Sweet is a collection of recipes that swings the pendulum from desserts and puddings, across confectionary, to baked treats at the other end. I’ve tried to include a little bit of everything I love; to cover them all I would need a second (and probably a third) book! I have a chronic sweet tooth that has steered me towards my passion for baking and dessert making, both of which are a source of comfort and great pleasure in my life.
In fact, while working on Sweet I realised I could probably write an entire book around fruit-based or boozy desserts because I am drawn to both. Mother Nature provides such a magnificent bounty of fruit and there is so much you can do with it, whether you keep it simple and close to its natural form, or change it considerably yet maintain its essence.
I’m also passionate about vanilla, my favourite spice. I find it intoxicating and it, too, has magical powers. As Heston Blumenthal pointed out, our brain registers its aroma as sweet, but the flavour on its own is not. It is almost inedible and only when infused into ingredients such as milk, eggs and cream does it become exotic and delicious, while also enhancing and adding depth to other flavours such as chocolate and coffee.
When sugar is heated to 170 °C, the molecules break down and a new compound forms, with a dark golden colour and deep flavour. Caramel. It’s the binding agent for many sugary treats and to make it, sugar is transformed to either softball or hard crack stage. I love everything about it and have included a collection of some of my favourite caramel recipes.
And chocolate – well everybody loves it. From white to milk to dark, it has become so sophisticated over the years. From single bean bars to understanding its origin as you would a fine wine, it must be one of the most wondrous foods in the world. I have included a selection of recipes using white, dark and milk chocolate
Sweet is divided into chapters according to my favourite sweet flavours: vanilla, caramel, chocolate and fruit.
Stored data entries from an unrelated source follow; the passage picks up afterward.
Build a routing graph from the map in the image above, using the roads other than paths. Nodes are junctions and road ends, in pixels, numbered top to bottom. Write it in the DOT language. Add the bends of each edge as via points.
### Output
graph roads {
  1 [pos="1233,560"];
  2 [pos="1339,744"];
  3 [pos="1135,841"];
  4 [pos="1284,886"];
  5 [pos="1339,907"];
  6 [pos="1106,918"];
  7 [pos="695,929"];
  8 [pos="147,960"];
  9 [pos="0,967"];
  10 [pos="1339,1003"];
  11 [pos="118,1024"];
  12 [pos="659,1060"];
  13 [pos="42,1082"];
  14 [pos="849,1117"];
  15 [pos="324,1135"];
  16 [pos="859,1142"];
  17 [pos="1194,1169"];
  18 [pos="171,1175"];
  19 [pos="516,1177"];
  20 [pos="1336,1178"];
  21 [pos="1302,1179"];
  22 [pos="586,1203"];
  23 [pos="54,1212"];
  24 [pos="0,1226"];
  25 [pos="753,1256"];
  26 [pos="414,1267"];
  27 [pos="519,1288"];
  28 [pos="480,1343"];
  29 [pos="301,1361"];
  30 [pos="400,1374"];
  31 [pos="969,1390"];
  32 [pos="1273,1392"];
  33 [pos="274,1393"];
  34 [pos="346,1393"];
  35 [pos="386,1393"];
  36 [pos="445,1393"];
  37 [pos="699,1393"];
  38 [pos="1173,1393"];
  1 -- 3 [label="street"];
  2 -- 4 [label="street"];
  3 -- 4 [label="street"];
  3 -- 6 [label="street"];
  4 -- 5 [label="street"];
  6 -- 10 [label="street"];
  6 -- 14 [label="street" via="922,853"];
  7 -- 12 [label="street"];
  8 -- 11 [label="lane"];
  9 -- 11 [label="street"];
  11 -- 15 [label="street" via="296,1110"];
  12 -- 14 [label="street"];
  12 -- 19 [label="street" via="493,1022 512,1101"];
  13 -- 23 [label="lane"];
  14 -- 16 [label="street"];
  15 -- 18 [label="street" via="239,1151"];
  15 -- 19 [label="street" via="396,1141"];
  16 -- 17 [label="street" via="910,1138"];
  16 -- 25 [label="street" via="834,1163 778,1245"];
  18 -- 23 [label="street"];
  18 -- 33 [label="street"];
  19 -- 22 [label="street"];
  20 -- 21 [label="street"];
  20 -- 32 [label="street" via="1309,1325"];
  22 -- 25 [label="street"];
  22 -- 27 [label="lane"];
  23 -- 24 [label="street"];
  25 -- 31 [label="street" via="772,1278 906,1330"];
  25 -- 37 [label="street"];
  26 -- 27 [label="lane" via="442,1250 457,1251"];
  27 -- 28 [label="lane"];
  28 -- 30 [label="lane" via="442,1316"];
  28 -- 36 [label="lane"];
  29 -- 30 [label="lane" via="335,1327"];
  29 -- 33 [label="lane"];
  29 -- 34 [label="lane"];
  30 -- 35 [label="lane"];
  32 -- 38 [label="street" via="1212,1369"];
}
It’s impossible to isolate them entirely so there is also some overlap, and then there’s a chapter for other flavours that don’t quite fit into these. Of course, sugar is something to be enjoyed in moderation, but what would a party or any special gathering be without a little something sweet?
I made Sweet with much love, so I hope you find an abundance of delicious pleasure in it.
And in other VERY exciting news, I have a new look blog. What do you think?
It’s long overdue but I needed to make sure I had the right person doing it and I’m beyond thrilled that Diana Moss from the utterly exquisite website miss moss designed my new look and feel. They may be a tweak here and there but I will be popping the bubbly tonight.
Orange cake with orange buttercream
Orange cake has to be one of my all-time favourite cakes and is one of the first cakes I started making as a child. I love the simplicity of the flavours. This sponge is deliciously moist and fluffy and the icing is sweet and creamy; perfect as a tea-time treat. Conveniently, the cake can be made in advance and, as with most flavoured cakes, improves a little over a day or two.
Recipe ~ makes 1 cake
Orange cake with orange buttercream
- 250 g butter
- 250 g castor sugar
- 4 large free-range eggs
- zest of 2 oranges
- 5 ml vanilla extract
- 280 g self-raising flour
- a pinch of salt
- 150 ml milk
- 390 g icing sugar
- 100 g butter room temperature
- 5 ml orange zest
- 45 ml fresh orange juice
- freshly peeled orange zest for decorating (optional)
- Preheat the oven to 190 °C. Grease and line 2 x 22–23-cm cake tins with baking paper.
- Using an electric mixer, cream the butter and castor sugar for 3 minutes. Add the eggs, one at a time, ensuring that each is fully incorporated before the next addition. Add the orange zest and vanilla extract. Continue to whip until the mixture is light and fluffy.
- In a separate bowl, sift together the flour and salt.
- Add the flour and milk to the creamed butter and sugar in 3 parts. Be careful not to overmix. Divide the cake mixture evenly between the 2 tins, then bake for 30–35 minutes. The cakes should be springy to the touch, and a knife inserted into the centre should come out clean. Leave to cool in the tins.
- Put all the buttercream icing ingredients in the bowl of an electric mixer and beat until pale and fluffy. Use a third of the icing to sandwich the two cake layers together, and the remainder to ice the top and sides. Decorate with zested orange peel if desired.